2.4 Il quarto e quinto motivo – che possono essere trattati congiuntamente perchè attengono entrambi al diniego della reclamata protezione sussidiaria – sono, del pari, inammissibili perchè richiedono alla Corte di Cassazione, ancora una volta, una rivalutazione di merito delle fonti informative internazionali per un nuovo (e diverso) scrutinio della situazione di conflittualità interna della Nigeria, profilo quest’ultimo che è invece rimesso alla cognizione dei giudici del merito, i quali, peraltro, hanno reso, sul punto qui da ultimo in esame, una motivazione congrua e scevra da aporie ed altre criticità argomentative.

2.5 Il sesto motivo è invece inammissibile perchè la censura non coglie la ratio decidendi della motivazione impugnata che riposa su una valutazione di non credibilità del richiedente e sulla mancanza di prova di integrazione nel contesto sociale italiano, motivazione cui il ricorrente contrappone solo doglianze generiche e non centrate sulla possibile situazione di vulnerabilità discendente dalla sua condizione di migrante.

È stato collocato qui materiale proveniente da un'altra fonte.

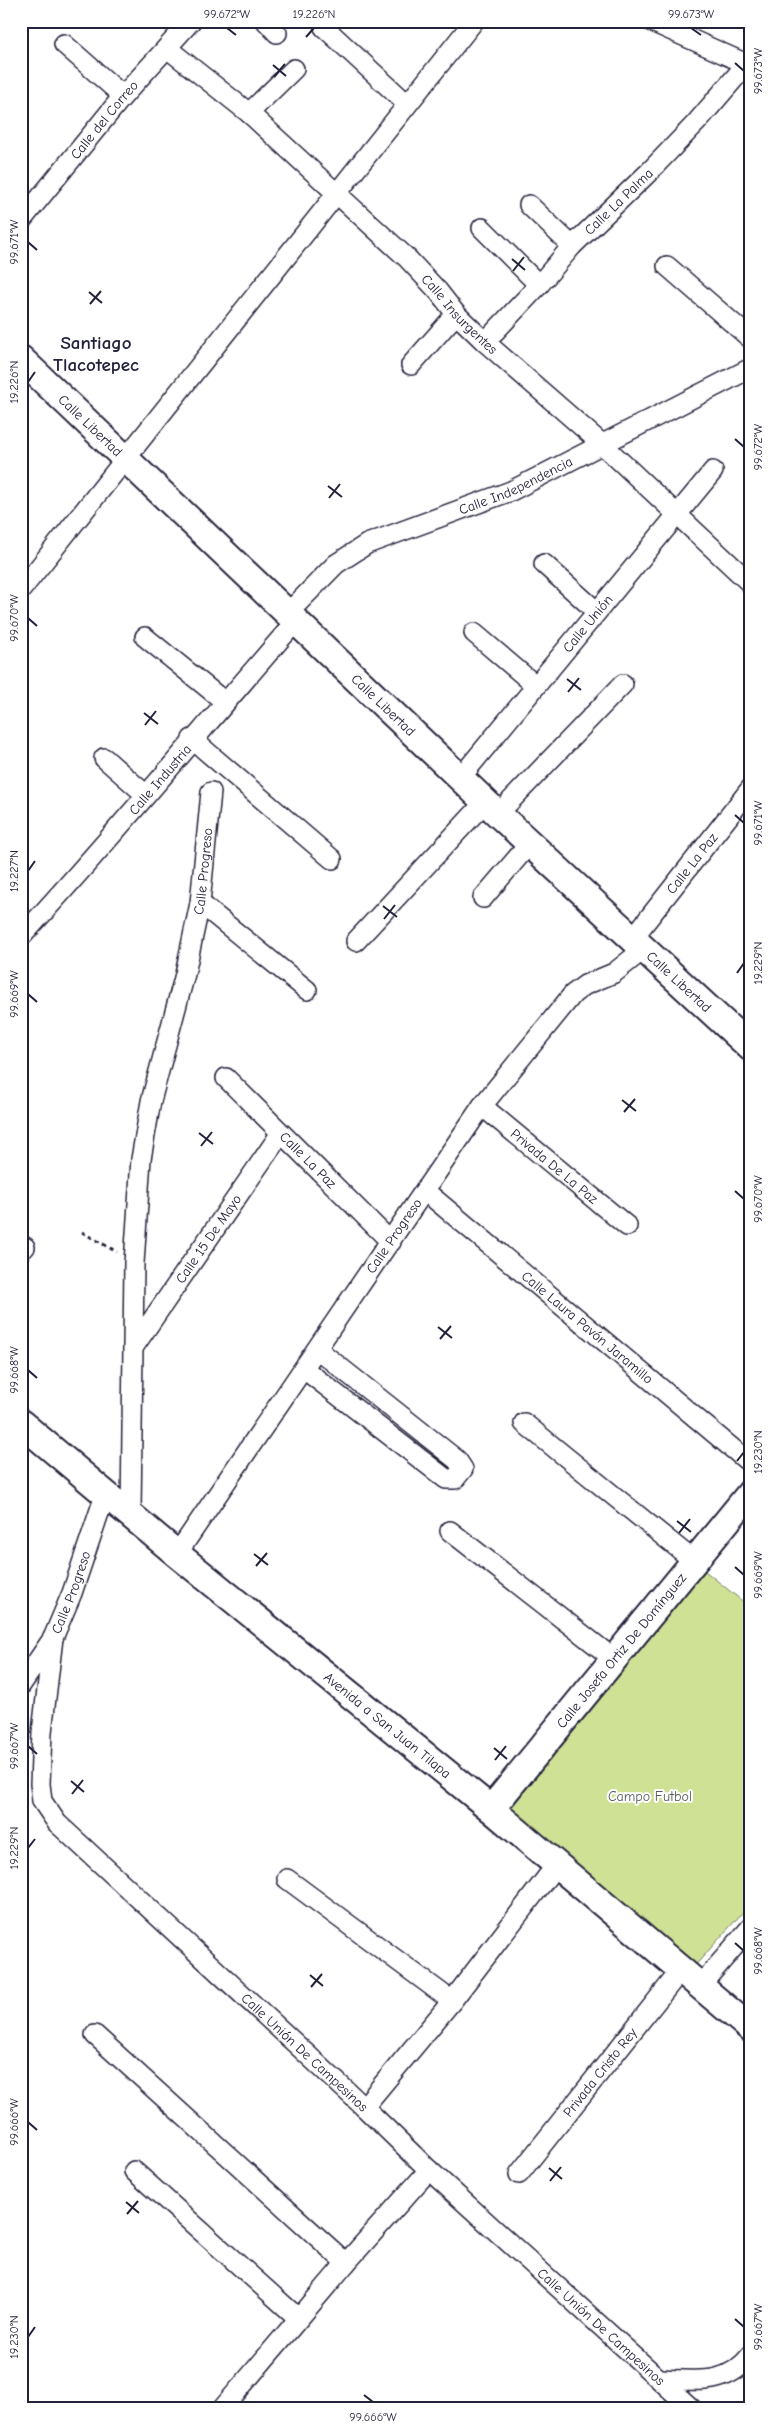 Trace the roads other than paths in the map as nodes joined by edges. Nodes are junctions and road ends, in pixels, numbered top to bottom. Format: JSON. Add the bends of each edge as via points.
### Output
{"nodes":[{"id":1,"x":191,"y":21,"type":"edge"},
{"id":2,"x":474,"y":21,"type":"edge"},
{"id":3,"x":650,"y":21,"type":"edge"},
{"id":4,"x":324,"y":27,"type":"dead end"},
{"id":5,"x":64,"y":44,"type":"dead end"},
{"id":6,"x":167,"y":48,"type":"junction"},
{"id":7,"x":750,"y":64,"type":"edge"},
{"id":8,"x":294,"y":69,"type":"dead end"},
{"id":9,"x":123,"y":96,"type":"junction"},
{"id":10,"x":407,"y":104,"type":"junction"},
{"id":11,"x":249,"y":113,"type":"junction"},
{"id":12,"x":336,"y":194,"type":"junction"},
{"id":13,"x":529,"y":205,"type":"dead end"},
{"id":14,"x":21,"y":221,"type":"edge"},
{"id":15,"x":482,"y":228,"type":"dead end"},
{"id":16,"x":572,"y":246,"type":"junction"},
{"id":17,"x":667,"y":266,"type":"dead end"},
{"id":18,"x":539,"y":285,"type":"junction"},
{"id":19,"x":456,"y":314,"type":"junction"},
{"id":20,"x":751,"y":340,"type":"edge"},
{"id":21,"x":485,"y":342,"type":"junction"},
{"id":22,"x":21,"y":359,"type":"edge"},
{"id":23,"x":411,"y":365,"type":"dead end"},
{"id":24,"x":751,"y":368,"type":"edge"},
{"id":25,"x":603,"y":445,"type":"junction"},
{"id":26,"x":127,"y":458,"type":"junction"},
{"id":27,"x":713,"y":470,"type":"dead end"},
{"id":28,"x":677,"y":515,"type":"junction"},
{"id":29,"x":544,"y":564,"type":"dead end"},
{"id":30,"x":751,"y":584,"type":"edge"},
{"id":31,"x":21,"y":590,"type":"edge"},
{"id":32,"x":596,"y":611,"type":"junction"},
{"id":33,"x":293,"y":616,"type":"junction"},
{"id":34,"x":474,"y":633,"type":"dead end"},
{"id":35,"x":145,"y":637,"type":"dead end"},
{"id":36,"x":623,"y":684,"type":"dead end"},
{"id":37,"x":535,"y":686,"type":"junction"},
{"id":38,"x":225,"y":702,"type":"junction"},
{"id":39,"x":192,"y":739,"type":"junction"},
{"id":40,"x":104,"y":758,"type":"dead end"},
{"id":41,"x":461,"y":777,"type":"junction"},
{"id":42,"x":751,"y":788,"type":"edge"},
{"id":43,"x":211,"y":792,"type":"dead end"},
{"id":44,"x":146,"y":795,"type":"junction"},
{"id":45,"x":492,"y":807,"type":"junction"},
{"id":46,"x":530,"y":843,"type":"junction"},
{"id":47,"x":332,"y":859,"type":"dead end"},
{"id":48,"x":483,"y":898,"type":"dead end"},
{"id":49,"x":200,"y":903,"type":"junction"},
{"id":50,"x":21,"y":937,"type":"edge"},
{"id":51,"x":356,"y":941,"type":"dead end"},
{"id":52,"x":638,"y":944,"type":"junction"},
{"id":53,"x":307,"y":990,"type":"dead end"},
{"id":54,"x":751,"y":1048,"type":"edge"},
{"id":55,"x":226,"y":1078,"type":"dead end"},
{"id":56,"x":482,"y":1106,"type":"junction"},
{"id":57,"x":281,"y":1133,"type":"junction"},
{"id":58,"x":425,"y":1191,"type":"junction"},
{"id":59,"x":627,"y":1226,"type":"dead end"},
{"id":60,"x":390,"y":1242,"type":"junction"},
{"id":61,"x":134,"y":1345,"type":"junction"},
{"id":62,"x":317,"y":1349,"type":"junction"},
{"id":63,"x":304,"y":1369,"type":"junction"},
{"id":64,"x":346,"y":1372,"type":"junction"},
{"id":65,"x":332,"y":1390,"type":"junction"},
{"id":66,"x":21,"y":1423,"type":"edge"},
{"id":67,"x":524,"y":1423,"type":"dead end"},
{"id":68,"x":751,"y":1464,"type":"edge"},
{"id":69,"x":106,"y":1492,"type":"junction"},
{"id":70,"x":751,"y":1492,"type":"edge"},
{"id":71,"x":131,"y":1514,"type":"junction"},
{"id":72,"x":450,"y":1532,"type":"dead end"},
{"id":73,"x":177,"y":1554,"type":"junction"},
{"id":74,"x":694,"y":1561,"type":"junction"},
{"id":75,"x":53,"y":1638,"type":"junction"},
{"id":76,"x":614,"y":1659,"type":"junction"},
{"id":77,"x":21,"y":1685,"type":"edge"},
{"id":78,"x":491,"y":1809,"type":"junction"},
{"id":79,"x":557,"y":1864,"type":"junction"},
{"id":80,"x":288,"y":1879,"type":"dead end"},
{"id":81,"x":751,"y":1927,"type":"edge"},
{"id":82,"x":690,"y":1978,"type":"junction"},
{"id":83,"x":452,"y":2001,"type":"junction"},
{"id":84,"x":751,"y":2029,"type":"edge"},
{"id":85,"x":94,"y":2035,"type":"dead end"},
{"id":86,"x":364,"y":2107,"type":"junction"},
{"id":87,"x":429,"y":2170,"type":"junction"},
{"id":88,"x":134,"y":2171,"type":"dead end"},
{"id":89,"x":518,"y":2174,"type":"dead end"},
{"id":90,"x":346,"y":2263,"type":"junction"},
{"id":91,"x":298,"y":2318,"type":"junction"},
{"id":92,"x":751,"y":2355,"type":"edge"},
{"id":93,"x":660,"y":2379,"type":"junction"},
{"id":94,"x":222,"y":2409,"type":"edge"},
{"id":95,"x":692,"y":2409,"type":"edge"}],
"edges":[{"from":1,"to":6,"type":"street","name":"Calle del Correo"},
{"from":2,"to":10,"type":"street"},
{"from":3,"to":7,"type":"street"},
{"from":4,"to":10,"type":"street"},
{"from":5,"to":9,"type":"street"},
{"from":6,"to":9,"type":"street","name":"Calle del Correo"},
{"from":6,"to":11,"type":"street","name":"Calle Insurgentes"},
{"from":7,"to":16,"type":"street","name":"Calle La Palma","via":[[648,173]]},
{"from":8,"to":11,"type":"street"},
{"from":9,"to":14,"type":"street","name":"Calle del Correo"},
{"from":10,"to":12,"type":"street"},
{"from":11,"to":12,"type":"street","name":"Calle Insurgentes"},
{"from":12,"to":19,"type":"street","name":"Calle Insurgentes","via":[[406,258]]},
{"from":12,"to":26,"type":"street"},
{"from":13,"to":16,"type":"street"},
{"from":15,"to":18,"type":"street"},
{"from":16,"to":18,"type":"street","name":"Calle La Palma"},
{"from":17,"to":20,"type":"street"},
{"from":18,"to":21,"type":"street","name":"Calle La Palma"},
{"from":19,"to":21,"type":"street","name":"Calle Insurgentes"},
{"from":19,"to":23,"type":"street"},
{"from":21,"to":25,"type":"street","name":"Calle Insurgentes"},
{"from":22,"to":26,"type":"main road","name":"Calle Libertad"},
{"from":24,"to":25,"type":"street","name":"Calle Independencia"},
{"from":25,"to":28,"type":"street","name":"Calle Insurgentes"},
{"from":25,"to":33,"type":"street","name":"Calle Independencia","via":[[511,490],[367,544],[336,564]]},
{"from":26,"to":31,"type":"street"},
{"from":26,"to":33,"type":"main road","name":"Calle Libertad"},
{"from":27,"to":28,"type":"street","name":"Calle Unión"},
{"from":28,"to":30,"type":"street","name":"Calle Insurgentes"},
{"from":28,"to":32,"type":"street","name":"Calle Unión"},
{"from":29,"to":32,"type":"street"},
{"from":32,"to":37,"type":"street","name":"Calle Unión"},
{"from":33,"to":38,"type":"street","name":"Calle Industria"},
{"from":33,"to":41,"type":"main road","name":"Calle Libertad"},
{"from":34,"to":37,"type":"street"},
{"from":35,"to":38,"type":"street"},
{"from":36,"to":45,"type":"street"},
{"from":37,"to":41,"type":"street","name":"Calle Unión"},
{"from":38,"to":39,"type":"street","name":"Calle Industria"},
{"from":39,"to":44,"type":"street","name":"Calle Industria"},
{"from":39,"to":47,"type":"street"},
{"from":40,"to":44,"type":"street"},
{"from":41,"to":45,"type":"main road","name":"Calle Libertad"},
{"from":42,"to":52,"type":"street","name":"Calle La Paz"},
{"from":43,"to":49,"type":"street","name":"Calle Progreso"},
{"from":44,"to":50,"type":"street","name":"Calle Industria","via":[[91,862]]},
{"from":45,"to":46,"type":"main road","name":"Calle Libertad"},
{"from":45,"to":51,"type":"street"},
{"from":46,"to":48,"type":"street"},
{"from":46,"to":52,"type":"main road","name":"Calle Libertad"},
{"from":49,"to":53,"type":"street"},
{"from":49,"to":61,"type":"street","name":"Calle Progreso","via":[[145,1129],[134,1263]]},
{"from":52,"to":54,"type":"main road","name":"Calle Libertad"},
{"from":52,"to":56,"type":"street","name":"Calle Progreso","via":[[614,973],[585,985],[573,994]]},
{"from":55,"to":57,"type":"street","name":"Calle La Paz"},
{"from":56,"to":58,"type":"street","name":"Calle Progreso"},
{"from":56,"to":59,"type":"street","name":"Privada De La Paz"},
{"from":57,"to":60,"type":"street","name":"Calle La Paz"},
{"from":57,"to":61,"type":"street","name":"Calle 15 De Mayo"},
{"from":58,"to":60,"type":"street","name":"Calle Progreso"},
{"from":58,"to":68,"type":"street","name":"Calle Laura Pavón Jaramillo"},
{"from":60,"to":62,"type":"street","name":"Calle Progreso"},
{"from":61,"to":71,"type":"street","name":"Calle Progreso"},
{"from":62,"to":63,"type":"street","name":"Calle Progreso"},
{"from":62,"to":64,"type":"street"},
{"from":63,"to":65,"type":"street"},
{"from":63,"to":73,"type":"street","name":"Calle Progreso"},
{"from":64,"to":65,"type":"street"},
{"from":64,"to":65,"type":"street","via":[[457,1460],[463,1469],[460,1475],[446,1479]]},
{"from":66,"to":69,"type":"main road","name":"Avenida a San Juan Tilapa"},
{"from":67,"to":74,"type":"street"},
{"from":69,"to":71,"type":"main road","name":"Avenida a San Juan Tilapa"},
{"from":69,"to":75,"type":"street","name":"Calle Progreso","via":[[72,1593]]},
{"from":70,"to":74,"type":"main road","name":"Calle Josefa Ortiz De Domínguez"},
{"from":71,"to":73,"type":"main road","name":"Avenida a San Juan Tilapa"},
{"from":72,"to":76,"type":"street"},
{"from":73,"to":78,"type":"main road","name":"Avenida a San Juan Tilapa"},
{"from":74,"to":76,"type":"main road","name":"Calle Josefa Ortiz De Domínguez"},
{"from":75,"to":77,"type":"street","name":"Calle Progreso"},
{"from":75,"to":86,"type":"street","name":"Calle Unión De Campesinos","via":[[40,1760],[42,1800],[48,1812]]},
{"from":76,"to":78,"type":"main road","name":"Calle Josefa Ortiz De Domínguez"},
{"from":78,"to":79,"type":"main road","name":"Avenida a San Juan Tilapa"},
{"from":79,"to":82,"type":"main road","name":"Avenida a San Juan Tilapa"},
{"from":79,"to":83,"type":"street"},
{"from":80,"to":83,"type":"street"},
{"from":81,"to":82,"type":"street","name":"Privada Cristo Rey"},
{"from":82,"to":84,"type":"main road","name":"Avenida a San Juan Tilapa"},
{"from":82,"to":89,"type":"street","name":"Privada Cristo Rey"},
{"from":83,"to":86,"type":"street"},
{"from":85,"to":90,"type":"street"},
{"from":86,"to":87,"type":"street","name":"Calle Unión De Campesinos"},
{"from":87,"to":90,"type":"street"},
{"from":87,"to":93,"type":"street","name":"Calle Unión De Campesinos"},
{"from":88,"to":91,"type":"street"},
{"from":90,"to":91,"type":"street"},
{"from":91,"to":94,"type":"street"},
{"from":92,"to":93,"type":"street","via":[[737,2371],[721,2378]]},
{"from":93,"to":95,"type":"street","name":"Calle Unión De Campesinos"}]}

Ne consegue il complessivo rigetto del ricorso.

Nessuna statuizione è dovuta per le spese dell’odierno giudizio di legittimità, in assenza di difese da parte dell’amministrazione intimata.

Per quanto dovuto a titolo di doppio contributo, si ritiene di aderire all’orientamento già espresso da questa Corte con la sentenza n. 9660-2019.

PQM

rigetta il ricorso.

Ai sensi del D.P.R. n. 115 del 2002, art. 13, comma 1 quater, inserito dalla L. n. 228 del 2012, art. 1, comma 17, dà atto della sussistenza dei presupposti per il versamento, da parte del ricorrente, dell’ulteriore importo a titolo di contributo unificato pari a quello dovuto, se dovuto, per il ricorso principale, a norma dello stesso art. 13, comma 1-bis.

Così deciso in Roma, il 17 settembre 2020.